For top paying jobs in financial engineering, C++ Java and Python are the usual suspects. For the tech commnuity as a whole however, one language stands above the rest: Clojure.

In the 2022 stack overflow survey, Clojure engineers were revealed to have the highest median average salary at $106.6k, one of only two to average six figure pay alongside Erlang. So what is this niche language and why does it command such a high pay package?

Clojure's USP: Real Time Code Editing

There are many things that Clojure does differently, but perhaps the most intriguing is its ability to edit your code as the code is running. For devs sick of making many minute changes until their error messages disappear and their code runs, it can be a game changer.

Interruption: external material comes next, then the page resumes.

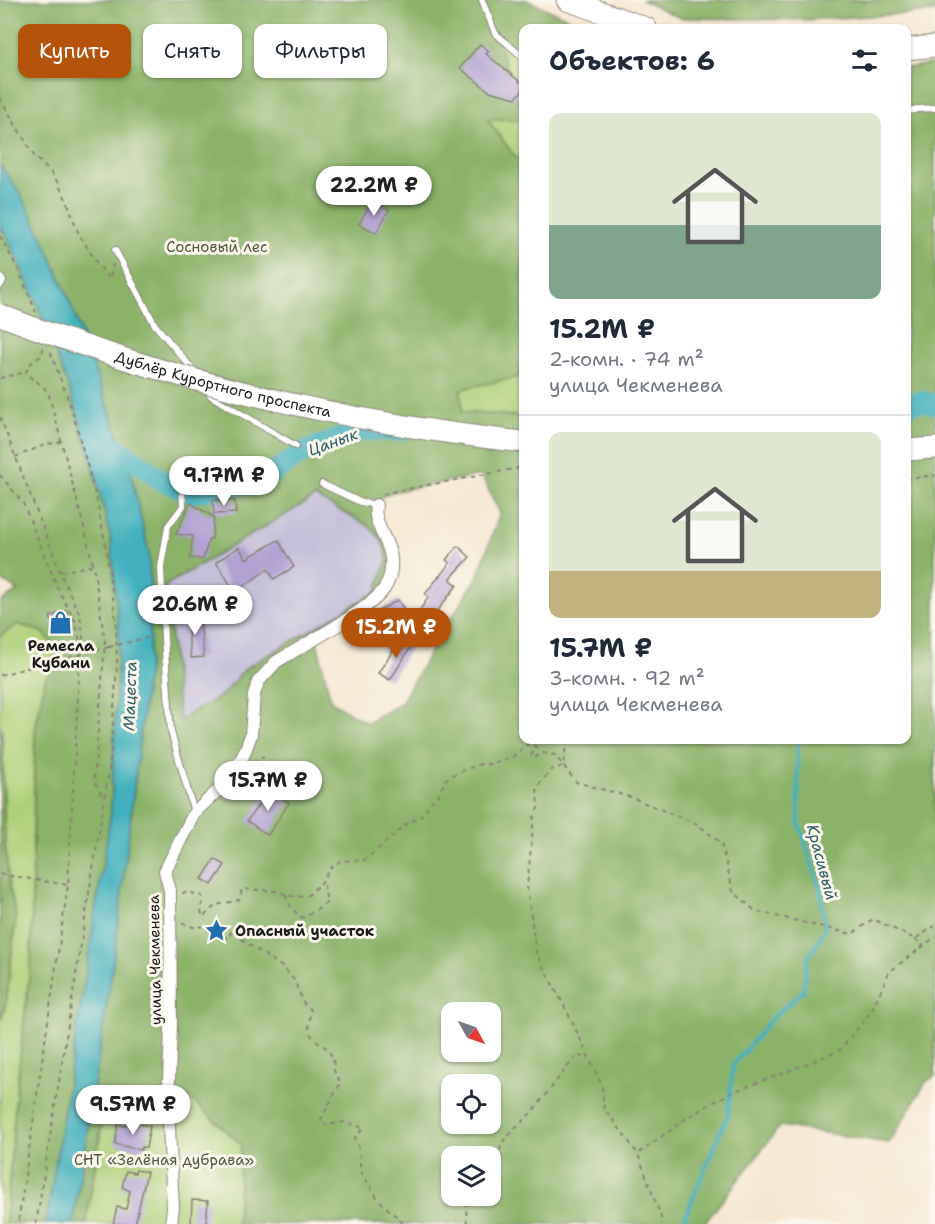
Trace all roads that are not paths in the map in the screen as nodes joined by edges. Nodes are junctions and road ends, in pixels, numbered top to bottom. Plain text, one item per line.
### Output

Using Clojure is a learning curve; getting the code up and running in the first place can be difficult but, according to Derek Troy-West, CEO of engineering insights firm Factor House, it "gets progressively easier to implement big ideas."

New Dog, Old Tricks

Clojure is relatively new as a language, released in 2007, but its foundations are in one of the oldest languages still in use today.

Clojure is a dialect of Lisp, first specified in 1958 but remains a cult favourite in the Natural Language Processing space. Clojure appears to have retained its ability to process data and then some

At a recent event on Clojure by London fintech Funding Circle, a former Goldman Sachs engineer said that the key strength of Clojure is its ability to process lots of data very quickly.

The end of legacy code?

The biggest engineering epidemic in finance is the abundance of legacy code. Nobody (almost nobody at least) wants to code in Slang. Clojure could change that.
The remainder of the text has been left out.